ANSWER: John Maxwell "J.M." Coetzee

[10] This writer won the 1991 Nobel Prize in Literature. She is most famous for The Conservationist and another novel about a fictional black revolution against apartheid, July's People.

ANSWER: Nadine Gordimer

18. It has a K and albite varieties, for ten points each:

[10] Name this mineral prominent in the crust which includes orthoclase and plagioclase.

ANSWER: Feldspar

[10] Celsian and hyalophane are examples of feldspars named for this element because it replaces potassium. It has symbol Ba.

ANSWER: Barium

[10] Alkali feldspars are often visible in this type rock, the intrusive equivalent of rhyolite.

ANSWER: Granite

19. For 10 points each, name these eighteenth-century American rebellions.

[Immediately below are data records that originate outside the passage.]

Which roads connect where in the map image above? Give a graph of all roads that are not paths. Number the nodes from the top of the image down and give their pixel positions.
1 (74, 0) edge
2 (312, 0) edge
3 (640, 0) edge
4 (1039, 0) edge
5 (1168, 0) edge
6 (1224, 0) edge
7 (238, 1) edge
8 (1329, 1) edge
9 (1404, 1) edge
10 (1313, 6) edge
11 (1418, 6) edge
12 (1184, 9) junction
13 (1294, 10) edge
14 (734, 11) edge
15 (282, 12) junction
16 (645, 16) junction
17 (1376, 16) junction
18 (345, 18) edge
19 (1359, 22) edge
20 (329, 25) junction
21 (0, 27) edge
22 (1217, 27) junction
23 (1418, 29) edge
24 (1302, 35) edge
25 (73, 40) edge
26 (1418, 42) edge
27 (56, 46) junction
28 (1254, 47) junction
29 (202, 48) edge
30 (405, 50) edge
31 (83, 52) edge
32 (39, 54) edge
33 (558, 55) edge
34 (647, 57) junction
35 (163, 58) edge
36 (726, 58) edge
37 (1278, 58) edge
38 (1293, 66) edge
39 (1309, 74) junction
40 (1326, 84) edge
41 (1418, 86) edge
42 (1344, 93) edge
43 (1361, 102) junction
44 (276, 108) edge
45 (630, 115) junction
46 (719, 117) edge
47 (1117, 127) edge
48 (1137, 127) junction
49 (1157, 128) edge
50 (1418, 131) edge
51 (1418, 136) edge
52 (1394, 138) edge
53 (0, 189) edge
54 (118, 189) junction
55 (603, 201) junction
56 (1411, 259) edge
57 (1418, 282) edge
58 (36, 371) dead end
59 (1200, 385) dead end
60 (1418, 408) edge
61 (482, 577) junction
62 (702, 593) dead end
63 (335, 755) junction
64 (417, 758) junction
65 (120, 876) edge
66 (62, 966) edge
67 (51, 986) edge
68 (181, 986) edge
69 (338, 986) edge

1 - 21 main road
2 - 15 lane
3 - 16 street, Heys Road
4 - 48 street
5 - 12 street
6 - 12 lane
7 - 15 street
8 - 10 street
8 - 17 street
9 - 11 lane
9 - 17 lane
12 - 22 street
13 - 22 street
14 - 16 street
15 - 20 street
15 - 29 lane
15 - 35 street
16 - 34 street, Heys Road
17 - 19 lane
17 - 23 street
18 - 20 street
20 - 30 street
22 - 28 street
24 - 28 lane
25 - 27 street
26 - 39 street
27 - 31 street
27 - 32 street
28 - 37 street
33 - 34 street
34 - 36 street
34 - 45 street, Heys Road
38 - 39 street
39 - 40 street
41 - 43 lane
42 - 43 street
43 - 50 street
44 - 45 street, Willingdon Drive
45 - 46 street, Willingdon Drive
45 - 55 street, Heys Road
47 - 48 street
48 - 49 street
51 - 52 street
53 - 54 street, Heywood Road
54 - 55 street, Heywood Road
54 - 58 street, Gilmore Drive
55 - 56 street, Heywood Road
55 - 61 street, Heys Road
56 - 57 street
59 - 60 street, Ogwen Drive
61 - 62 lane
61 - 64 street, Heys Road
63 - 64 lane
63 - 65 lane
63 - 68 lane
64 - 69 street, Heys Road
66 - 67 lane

[10] This 1787 rebellion of Massachusetts farmers was incited by discontent over currency laws and inability to pay debts during a credit crisis.

ANSWER: Shays’ Rebellion

[10] These Scots-Irish rebels massacred Indians in Conestoga, Pennsylvania, and threatened to burn down Philadelphia because of their lack of protection from Pontiac’s attacks.

ANSWER: Paxton Boys

[10] This protracted revolt by North Carolina rural folk against tax sheriffs tested the colonial governments of Arthur Dobbs and William Tyron from 1764 to 1771.

ANSWER: Regulation movement or War of the Regulation or Regulators

20. For 10 points each, name the following sculptures by Michelangelo.

[10] Now housed in the Galleria dell’Accademia in Florence, this 1504 work depicts the title character with a sling over his shoulder, about to fight Goliath.

ANSWER: David

[10] Michelangelo created this 1515 work for the tomb of Pope Julius II. It features the “horns” often seen in icons of the titular subject.

ANSWER: Moses

[10] This work, depicting Jesus following the crucifixion, is now housed in St. Peter’s Basilica, but Michelangelo had to sneak into the Chapel of Santa Petronilla, its first home, to carve his name into one of the figure’s belt.